And So it Begins
December 7, 2008
For the last three years—2005, 2006 and 2007—December has meant one thing to me. Law School Finals. Not decking the halls. No holly jolly. Not a trace of yuletide cheer. And absolutely no cookie baking. Nope, just flashcards, anxiety, and exhaustion. So, when December crept up this year, I decided to make up for lost time, especially in the cookie department.
I’ve been spending a lot of time in the kitchen, surrounded by a cloud of sugar and flour, apron cinched around my waist, spatula firmly in my palm. I’ve also been making room in the freezer (no easy task) as the batches mount. But, perhaps best of all, I’ve been poring over recipes.

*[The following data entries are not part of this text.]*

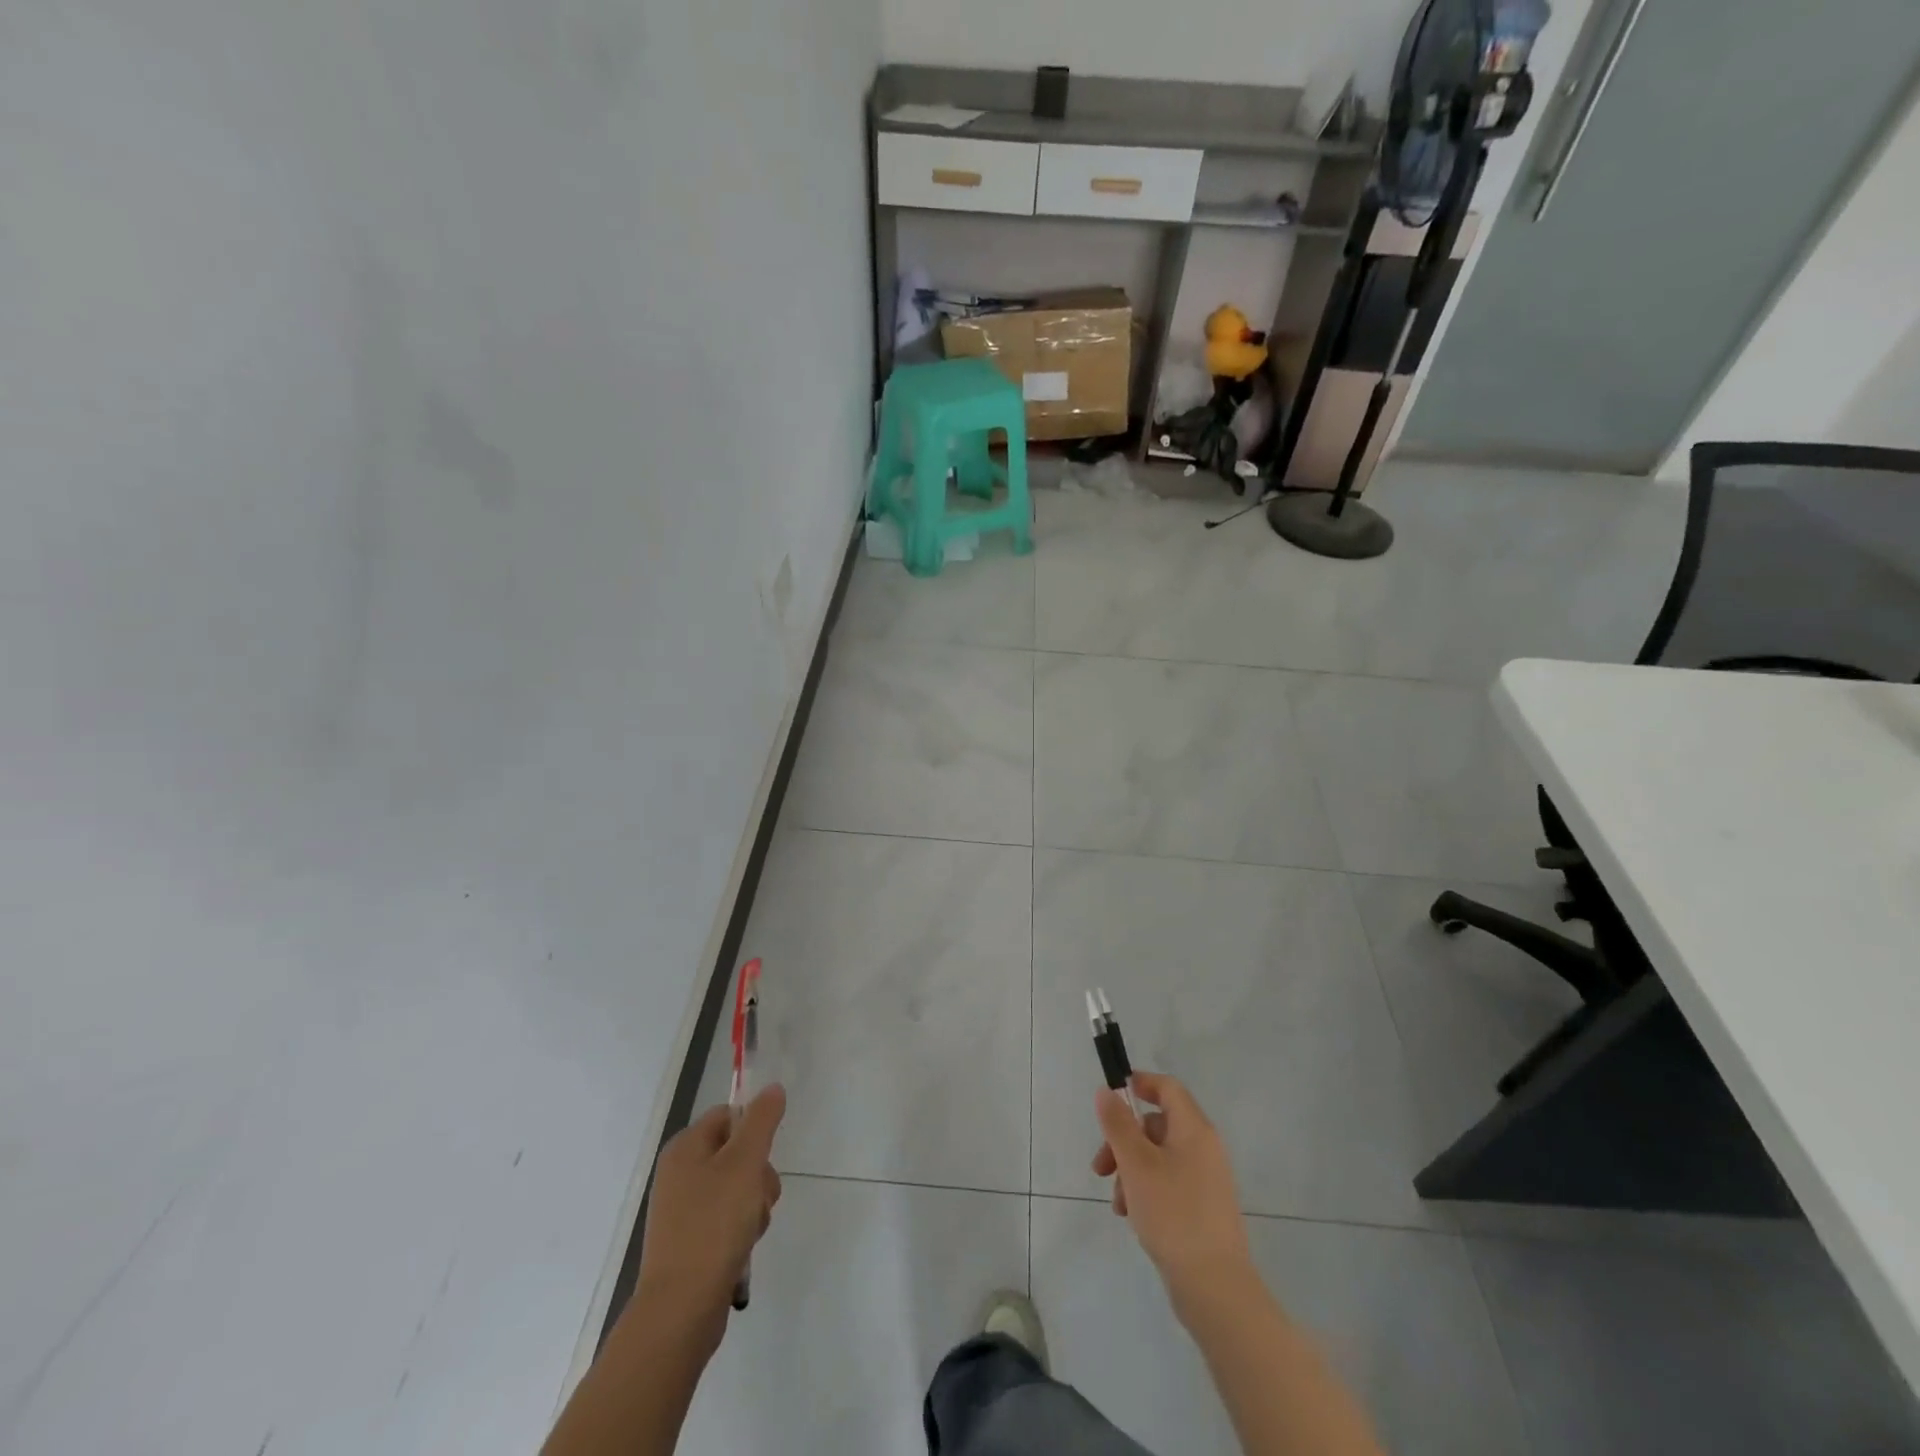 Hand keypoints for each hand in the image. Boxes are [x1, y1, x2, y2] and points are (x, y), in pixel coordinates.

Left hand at [634, 1084, 785, 1356]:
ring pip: (738, 1187)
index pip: (729, 1115)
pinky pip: (728, 1218)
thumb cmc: (713, 1225)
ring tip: (750, 1229)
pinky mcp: (691, 1241)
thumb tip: (772, 1088)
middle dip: (759, 1174)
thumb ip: (762, 1120)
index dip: (753, 1130)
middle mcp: (680, 1172)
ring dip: (755, 1204)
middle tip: (759, 1196)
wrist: (681, 1309)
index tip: (764, 1155)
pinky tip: (742, 1247)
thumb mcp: (745, 1162)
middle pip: (738, 1152)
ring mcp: (684, 1209)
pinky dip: (742, 1229)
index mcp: (685, 1147)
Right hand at [1091, 1072, 1253, 1319]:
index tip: (1112, 1095)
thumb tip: (1106, 1092)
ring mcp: (1206, 1180)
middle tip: (1100, 1167)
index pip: (1168, 1088)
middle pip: (1157, 1125)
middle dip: (1123, 1141)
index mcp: (1194, 1130)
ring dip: (1130, 1171)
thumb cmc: (1173, 1214)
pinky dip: (1146, 1191)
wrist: (1215, 1288)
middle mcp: (1205, 1148)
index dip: (1140, 1083)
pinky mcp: (1203, 1209)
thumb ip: (1118, 1124)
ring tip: (1118, 1203)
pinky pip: (1168, 1184)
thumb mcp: (1136, 1164)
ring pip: (1158, 1158)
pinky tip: (1132, 1217) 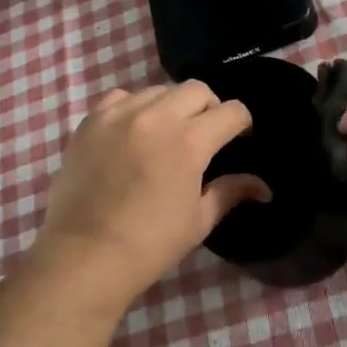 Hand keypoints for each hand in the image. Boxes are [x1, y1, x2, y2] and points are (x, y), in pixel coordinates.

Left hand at [36, 82, 270, 304]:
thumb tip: (262, 187)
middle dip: (210, 107)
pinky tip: (133, 131)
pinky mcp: (91, 121)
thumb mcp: (198, 221)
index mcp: (189, 142)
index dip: (242, 123)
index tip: (240, 137)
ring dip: (172, 106)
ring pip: (158, 90)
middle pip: (196, 89)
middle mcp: (156, 117)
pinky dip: (134, 107)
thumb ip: (230, 192)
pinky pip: (120, 98)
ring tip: (166, 133)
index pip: (231, 111)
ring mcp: (119, 115)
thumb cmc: (149, 245)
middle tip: (205, 134)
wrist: (83, 256) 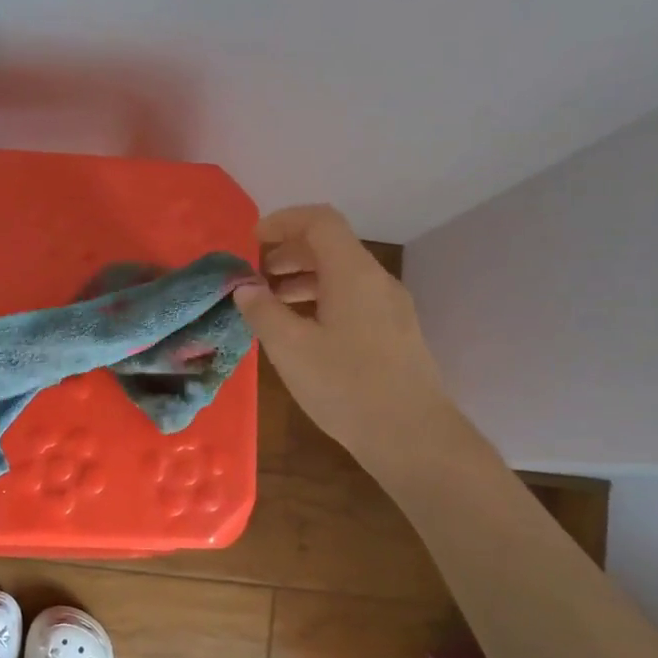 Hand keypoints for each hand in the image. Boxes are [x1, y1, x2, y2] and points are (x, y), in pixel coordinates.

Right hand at [232, 205, 450, 466]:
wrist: (412, 435)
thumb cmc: (347, 386)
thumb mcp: (291, 349)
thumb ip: (263, 311)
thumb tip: (245, 287)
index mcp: (353, 273)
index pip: (319, 221)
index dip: (282, 222)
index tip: (251, 242)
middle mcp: (376, 281)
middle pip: (331, 246)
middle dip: (288, 252)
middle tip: (254, 274)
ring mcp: (390, 307)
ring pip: (342, 275)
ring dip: (303, 278)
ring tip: (271, 303)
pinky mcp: (394, 333)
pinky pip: (353, 299)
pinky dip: (321, 300)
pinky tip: (302, 330) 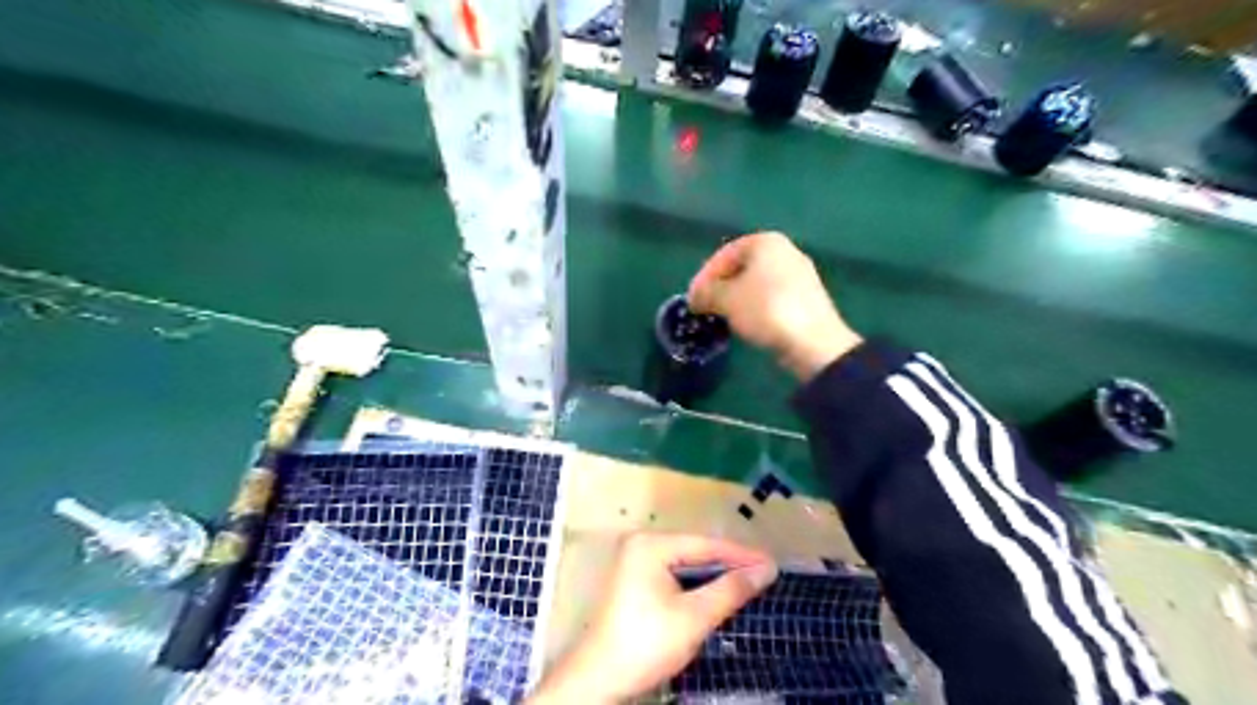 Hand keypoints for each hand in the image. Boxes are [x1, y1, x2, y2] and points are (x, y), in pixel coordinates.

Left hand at [528, 533, 775, 698]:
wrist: (600, 678)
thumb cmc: (647, 643)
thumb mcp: (694, 617)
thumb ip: (730, 589)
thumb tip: (766, 569)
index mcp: (651, 544)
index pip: (705, 544)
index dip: (741, 554)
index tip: (772, 563)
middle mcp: (641, 544)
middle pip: (695, 550)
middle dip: (729, 563)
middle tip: (763, 573)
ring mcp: (635, 560)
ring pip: (685, 563)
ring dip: (714, 574)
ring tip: (748, 580)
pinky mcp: (635, 579)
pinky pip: (674, 573)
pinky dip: (696, 583)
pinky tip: (717, 590)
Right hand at [686, 233, 864, 378]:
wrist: (813, 342)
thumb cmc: (765, 310)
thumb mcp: (726, 300)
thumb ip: (705, 293)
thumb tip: (695, 297)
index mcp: (766, 242)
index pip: (725, 253)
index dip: (704, 275)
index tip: (693, 299)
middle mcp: (786, 251)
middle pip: (742, 267)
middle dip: (721, 287)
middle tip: (706, 308)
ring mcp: (799, 275)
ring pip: (757, 283)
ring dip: (737, 299)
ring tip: (723, 318)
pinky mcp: (807, 299)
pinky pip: (772, 298)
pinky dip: (756, 308)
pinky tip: (748, 325) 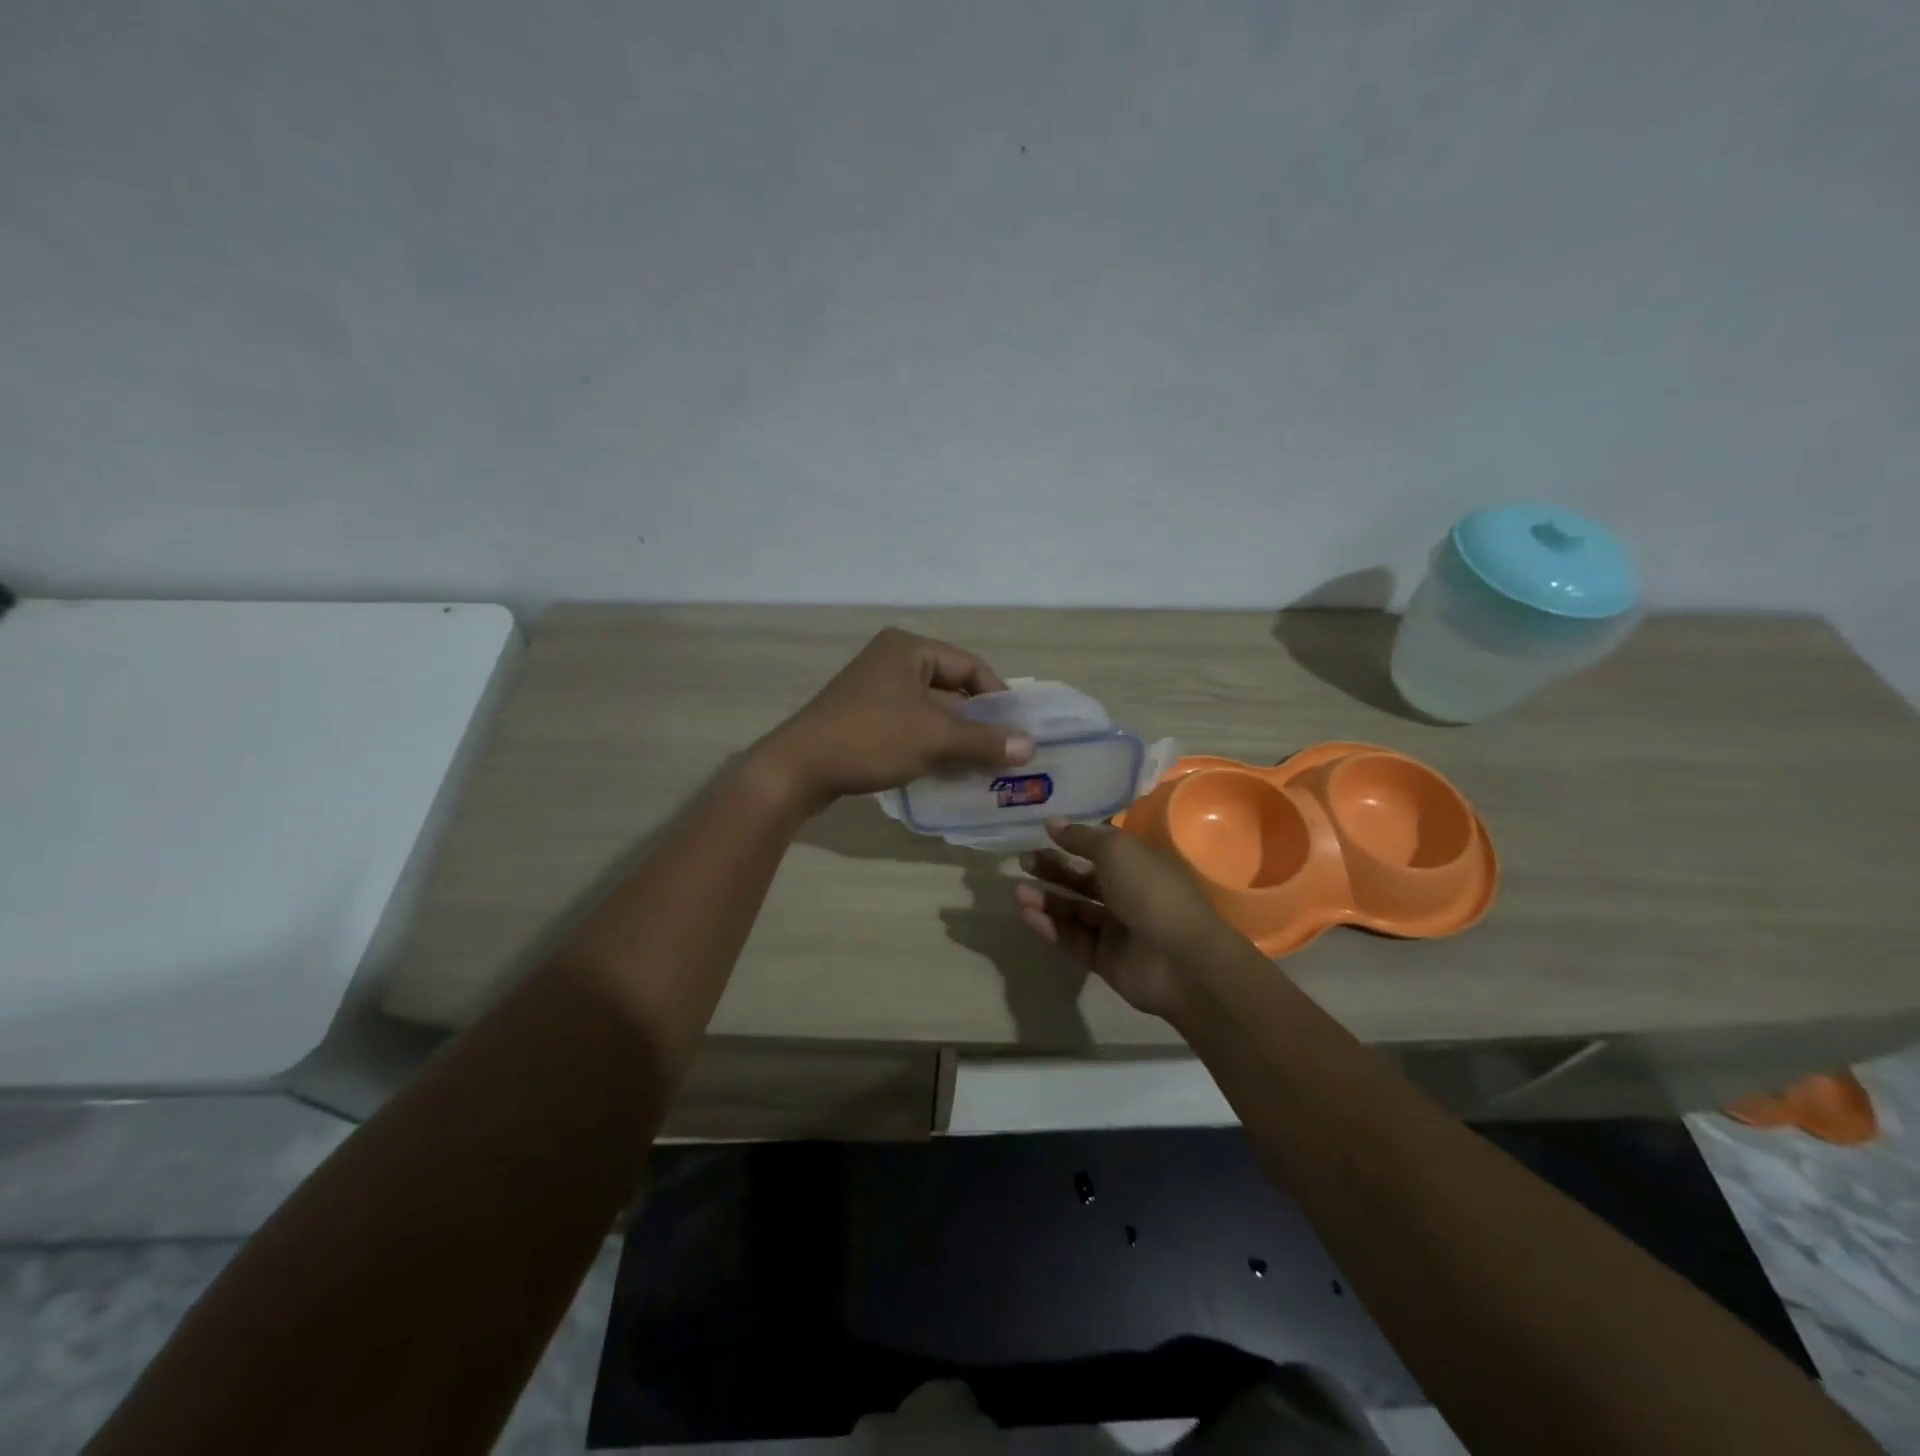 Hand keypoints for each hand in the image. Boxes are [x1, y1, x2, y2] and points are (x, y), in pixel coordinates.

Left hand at [757, 628, 1034, 812]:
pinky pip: (909, 724)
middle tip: (1005, 749)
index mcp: (908, 649)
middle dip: (978, 720)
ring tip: (982, 764)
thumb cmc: (871, 739)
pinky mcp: (862, 716)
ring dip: (956, 736)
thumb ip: (984, 741)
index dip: (999, 697)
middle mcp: (891, 661)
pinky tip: (947, 769)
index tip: (1019, 729)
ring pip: (930, 709)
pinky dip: (931, 743)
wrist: (798, 769)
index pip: (969, 667)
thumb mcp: (934, 738)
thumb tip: (1031, 747)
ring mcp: (873, 689)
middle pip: (950, 687)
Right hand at [1014, 818, 1225, 1021]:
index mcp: (1139, 864)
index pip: (1102, 849)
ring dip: (1046, 898)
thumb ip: (1082, 837)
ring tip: (1016, 890)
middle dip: (1054, 869)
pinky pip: (1072, 938)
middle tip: (1023, 861)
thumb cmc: (1150, 892)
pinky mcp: (1104, 959)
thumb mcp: (1116, 851)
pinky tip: (1025, 914)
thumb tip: (1053, 822)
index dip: (1073, 839)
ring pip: (1075, 910)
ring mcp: (1117, 929)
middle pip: (1084, 879)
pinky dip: (1050, 926)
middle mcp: (1128, 894)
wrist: (1179, 960)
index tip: (1042, 832) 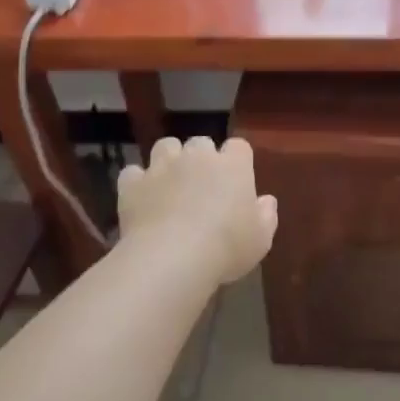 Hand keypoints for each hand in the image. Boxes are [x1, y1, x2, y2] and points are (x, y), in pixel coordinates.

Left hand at [117, 136, 277, 286]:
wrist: (173, 257)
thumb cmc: (227, 247)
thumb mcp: (261, 239)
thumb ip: (266, 215)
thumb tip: (266, 201)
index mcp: (233, 165)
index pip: (239, 147)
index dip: (237, 160)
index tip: (236, 180)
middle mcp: (197, 156)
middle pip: (200, 143)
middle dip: (201, 158)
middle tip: (202, 185)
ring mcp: (162, 166)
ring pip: (165, 146)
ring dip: (169, 160)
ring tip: (170, 184)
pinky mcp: (133, 183)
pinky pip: (133, 173)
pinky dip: (137, 183)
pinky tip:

So, I was delighted to (finally) get my December issue of Gourmet last week and see that the cover was splashed with shimmering sandwich cookies in an array of cotton candy-ish colors. I greedily flipped to Ruth Reichl’s editor’s column: one of my favorite parts of every issue. There, I was even more delighted to learn that my cover was one of eight different covers arriving in subscribers’ mailboxes this month. She called it a “virtual cookie pass,” and, well, I just loved the idea.
I also read in Reichl’s column that gourmet.com was featuring a slide show of the editors’ favorite cookie from each year the magazine has been in print. Still basking in the whole notion of the “virtual cookie pass” (I told you I’m making up for lost time; I have some holiday spirit to spare this year, it seems), I clicked through the slide show, my mental list of Cookies I Must Make This December growing at an alarming rate. But one cookie in particular caught my eye.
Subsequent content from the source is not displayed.